Вопрос контроля запасов ценных видов рыбы стоит очень остро. Та же проблема касается сигов: мы не видим объёмов, которые изымаются любительским ловом. Всем известна Унская губа, где любители приезжают ловить навагу. И это не попадает ни в какую статистику. Мы вместе с национальным парком «Онежское Поморье» пытались оценить изымаемые объёмы. И можем чётко сказать, что они соизмеримы с промышленными, это большие объёмы.
С неценными, частиковыми видами (окунь, щука, лещ), которые обитают во внутренних водоёмах, ситуация абсолютно нормальная.
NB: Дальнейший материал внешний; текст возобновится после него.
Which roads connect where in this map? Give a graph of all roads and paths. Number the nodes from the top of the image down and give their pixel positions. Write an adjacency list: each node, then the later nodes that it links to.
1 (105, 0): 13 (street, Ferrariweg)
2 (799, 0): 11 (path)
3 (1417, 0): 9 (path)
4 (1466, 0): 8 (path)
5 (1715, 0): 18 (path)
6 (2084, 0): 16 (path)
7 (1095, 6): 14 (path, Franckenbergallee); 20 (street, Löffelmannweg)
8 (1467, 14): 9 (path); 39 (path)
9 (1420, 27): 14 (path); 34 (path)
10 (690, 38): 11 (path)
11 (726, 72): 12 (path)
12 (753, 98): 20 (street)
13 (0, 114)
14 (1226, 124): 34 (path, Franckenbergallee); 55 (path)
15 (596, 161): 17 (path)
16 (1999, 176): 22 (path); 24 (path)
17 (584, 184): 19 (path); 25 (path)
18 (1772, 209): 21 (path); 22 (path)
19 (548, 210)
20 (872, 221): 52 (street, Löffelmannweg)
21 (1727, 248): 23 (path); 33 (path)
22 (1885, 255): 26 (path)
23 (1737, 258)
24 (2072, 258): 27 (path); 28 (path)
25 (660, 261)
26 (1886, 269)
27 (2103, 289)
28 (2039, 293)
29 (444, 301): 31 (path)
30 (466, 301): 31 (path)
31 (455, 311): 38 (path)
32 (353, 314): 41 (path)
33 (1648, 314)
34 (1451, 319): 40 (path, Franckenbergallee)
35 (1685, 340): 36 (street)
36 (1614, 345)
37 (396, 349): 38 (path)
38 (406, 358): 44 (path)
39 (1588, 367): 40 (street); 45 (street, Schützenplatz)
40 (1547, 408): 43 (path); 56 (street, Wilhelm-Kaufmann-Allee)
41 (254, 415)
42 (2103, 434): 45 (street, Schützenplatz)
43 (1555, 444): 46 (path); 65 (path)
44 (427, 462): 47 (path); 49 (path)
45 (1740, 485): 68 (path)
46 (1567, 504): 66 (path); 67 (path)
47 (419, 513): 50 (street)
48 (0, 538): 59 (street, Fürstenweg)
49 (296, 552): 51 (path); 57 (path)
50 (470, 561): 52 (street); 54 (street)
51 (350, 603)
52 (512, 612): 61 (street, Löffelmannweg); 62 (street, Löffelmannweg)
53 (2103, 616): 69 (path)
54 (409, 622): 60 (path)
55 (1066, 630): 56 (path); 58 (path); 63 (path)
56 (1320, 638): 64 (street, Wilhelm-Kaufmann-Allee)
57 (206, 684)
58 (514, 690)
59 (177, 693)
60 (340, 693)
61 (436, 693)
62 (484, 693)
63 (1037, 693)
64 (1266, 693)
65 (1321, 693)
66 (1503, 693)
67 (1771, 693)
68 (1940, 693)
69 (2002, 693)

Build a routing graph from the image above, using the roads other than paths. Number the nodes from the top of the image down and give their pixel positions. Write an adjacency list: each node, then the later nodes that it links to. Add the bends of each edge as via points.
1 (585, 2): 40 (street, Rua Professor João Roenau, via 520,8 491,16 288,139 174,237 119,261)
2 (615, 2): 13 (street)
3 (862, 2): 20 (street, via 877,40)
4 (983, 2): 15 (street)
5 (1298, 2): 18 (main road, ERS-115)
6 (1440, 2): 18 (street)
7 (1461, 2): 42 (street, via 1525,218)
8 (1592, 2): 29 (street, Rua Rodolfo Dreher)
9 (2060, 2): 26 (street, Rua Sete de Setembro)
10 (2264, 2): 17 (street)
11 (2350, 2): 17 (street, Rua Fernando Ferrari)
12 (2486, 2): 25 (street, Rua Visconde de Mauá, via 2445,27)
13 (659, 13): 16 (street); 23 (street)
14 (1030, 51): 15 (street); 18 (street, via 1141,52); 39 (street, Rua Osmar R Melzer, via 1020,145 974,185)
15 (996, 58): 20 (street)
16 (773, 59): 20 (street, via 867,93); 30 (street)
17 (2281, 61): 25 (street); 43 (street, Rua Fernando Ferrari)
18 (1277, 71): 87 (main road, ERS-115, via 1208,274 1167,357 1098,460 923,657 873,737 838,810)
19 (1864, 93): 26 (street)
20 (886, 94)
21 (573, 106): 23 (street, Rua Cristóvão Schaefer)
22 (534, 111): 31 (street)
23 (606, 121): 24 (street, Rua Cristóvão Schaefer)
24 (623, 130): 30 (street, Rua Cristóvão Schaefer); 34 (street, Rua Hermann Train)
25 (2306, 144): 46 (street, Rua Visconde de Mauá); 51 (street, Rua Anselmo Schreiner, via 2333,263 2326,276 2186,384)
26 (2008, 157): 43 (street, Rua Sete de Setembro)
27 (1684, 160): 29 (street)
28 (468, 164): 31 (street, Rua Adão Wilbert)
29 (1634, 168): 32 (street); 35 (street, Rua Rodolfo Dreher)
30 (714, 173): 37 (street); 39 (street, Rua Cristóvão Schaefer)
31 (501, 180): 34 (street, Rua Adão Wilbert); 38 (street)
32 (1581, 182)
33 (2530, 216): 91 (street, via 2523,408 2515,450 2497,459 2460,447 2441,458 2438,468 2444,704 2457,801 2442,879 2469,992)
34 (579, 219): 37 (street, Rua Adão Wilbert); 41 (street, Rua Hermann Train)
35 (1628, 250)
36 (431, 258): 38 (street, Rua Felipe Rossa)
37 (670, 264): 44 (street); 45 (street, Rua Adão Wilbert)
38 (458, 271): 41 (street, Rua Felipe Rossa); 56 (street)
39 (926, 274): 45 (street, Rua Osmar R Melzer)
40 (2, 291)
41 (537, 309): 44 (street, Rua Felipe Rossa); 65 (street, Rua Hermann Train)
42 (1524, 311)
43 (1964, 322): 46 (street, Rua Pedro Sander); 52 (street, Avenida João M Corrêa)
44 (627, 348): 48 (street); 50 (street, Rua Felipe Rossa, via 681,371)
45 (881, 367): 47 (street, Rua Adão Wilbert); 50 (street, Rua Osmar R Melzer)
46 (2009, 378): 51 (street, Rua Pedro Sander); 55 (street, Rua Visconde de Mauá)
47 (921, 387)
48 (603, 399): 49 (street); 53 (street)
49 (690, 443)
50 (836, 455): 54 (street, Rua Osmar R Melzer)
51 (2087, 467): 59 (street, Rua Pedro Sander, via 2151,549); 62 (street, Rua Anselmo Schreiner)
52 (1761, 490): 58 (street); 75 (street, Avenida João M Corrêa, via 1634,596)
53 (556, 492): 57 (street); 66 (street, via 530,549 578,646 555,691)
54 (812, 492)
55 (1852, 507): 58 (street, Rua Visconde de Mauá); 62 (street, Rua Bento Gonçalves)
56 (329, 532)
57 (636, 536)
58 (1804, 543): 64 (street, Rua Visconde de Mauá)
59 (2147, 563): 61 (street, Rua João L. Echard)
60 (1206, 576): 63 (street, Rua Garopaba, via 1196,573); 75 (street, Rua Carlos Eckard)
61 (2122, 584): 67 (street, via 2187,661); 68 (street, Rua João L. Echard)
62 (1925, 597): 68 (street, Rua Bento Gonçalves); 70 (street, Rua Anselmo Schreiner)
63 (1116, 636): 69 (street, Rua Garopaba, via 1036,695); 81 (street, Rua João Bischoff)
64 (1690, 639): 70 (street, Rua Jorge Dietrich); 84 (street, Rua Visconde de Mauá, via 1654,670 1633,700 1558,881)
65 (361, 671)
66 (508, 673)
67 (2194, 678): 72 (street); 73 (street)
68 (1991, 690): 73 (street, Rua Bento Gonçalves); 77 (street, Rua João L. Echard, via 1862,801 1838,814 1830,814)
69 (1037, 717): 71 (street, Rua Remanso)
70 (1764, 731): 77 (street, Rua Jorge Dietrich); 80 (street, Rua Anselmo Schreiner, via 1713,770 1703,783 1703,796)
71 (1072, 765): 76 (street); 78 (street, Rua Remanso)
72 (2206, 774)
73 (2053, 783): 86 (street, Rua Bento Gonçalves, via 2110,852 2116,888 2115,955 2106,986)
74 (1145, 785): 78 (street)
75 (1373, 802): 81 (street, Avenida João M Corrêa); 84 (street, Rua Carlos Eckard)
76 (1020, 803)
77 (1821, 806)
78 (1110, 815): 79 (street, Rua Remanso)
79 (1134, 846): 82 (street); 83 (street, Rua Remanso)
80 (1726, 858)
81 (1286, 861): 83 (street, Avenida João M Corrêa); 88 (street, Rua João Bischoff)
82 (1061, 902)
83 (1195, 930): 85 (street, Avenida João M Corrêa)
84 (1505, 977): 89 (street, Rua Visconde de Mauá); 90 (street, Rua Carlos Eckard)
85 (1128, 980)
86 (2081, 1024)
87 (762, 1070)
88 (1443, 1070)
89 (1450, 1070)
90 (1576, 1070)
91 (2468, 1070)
Они не осваиваются даже в тех объёмах, которые мы выделяем.
– Недавно в Совете Федерации общественники и эксперты обсуждали необходимость внедрения среди рыбаков-любителей принципа «поймал – отпустил».
— Этот принцип хорошо показал себя на спортивной ловле ценных видов, того же лосося. Это больше касается Мурманской области и НАО.
С 2020 года вступит в силу закон о любительском рыболовстве. Там нет речи о спортивной рыбалке, только – о любительском рыболовстве. Переделываются нормативные документы, включая Правила рыболовства. Скорее всего, будут вводиться новые меры регулирования в режиме любительской рыбалки такого плана.
Метод «поймал – отпустил» хорошо подходит для крупной рыбы, с которой интересно побороться с помощью спиннинга, а с другой стороны, она тебя не сильно волнует в качестве продукта, интересней сам спортивный процесс.
– Какова выживаемость рыбы после вылова?
— Разная. Зачастую рыбе, пойманной промысловыми орудиями, с помощью сетей, очень трудно выжить. Таких исследований проводилось немного, но они были. Легче выживают камбала, лосось и навага, а такой вид, как сельдь, практически не выживает даже в воде, находясь в сети. Вероятно, идут необратимые стрессовые процессы. Сельдь – очень нежная рыба. Если вы возьмёте её в руку, у вас вся рука будет в чешуе. Если речь идёт о рыбалке на лосося в режиме «поймал – отпустил», то эта практика широко применяется в России и за рубежом и показала свою оправданность в вопросе сохранения ценных видов рыб.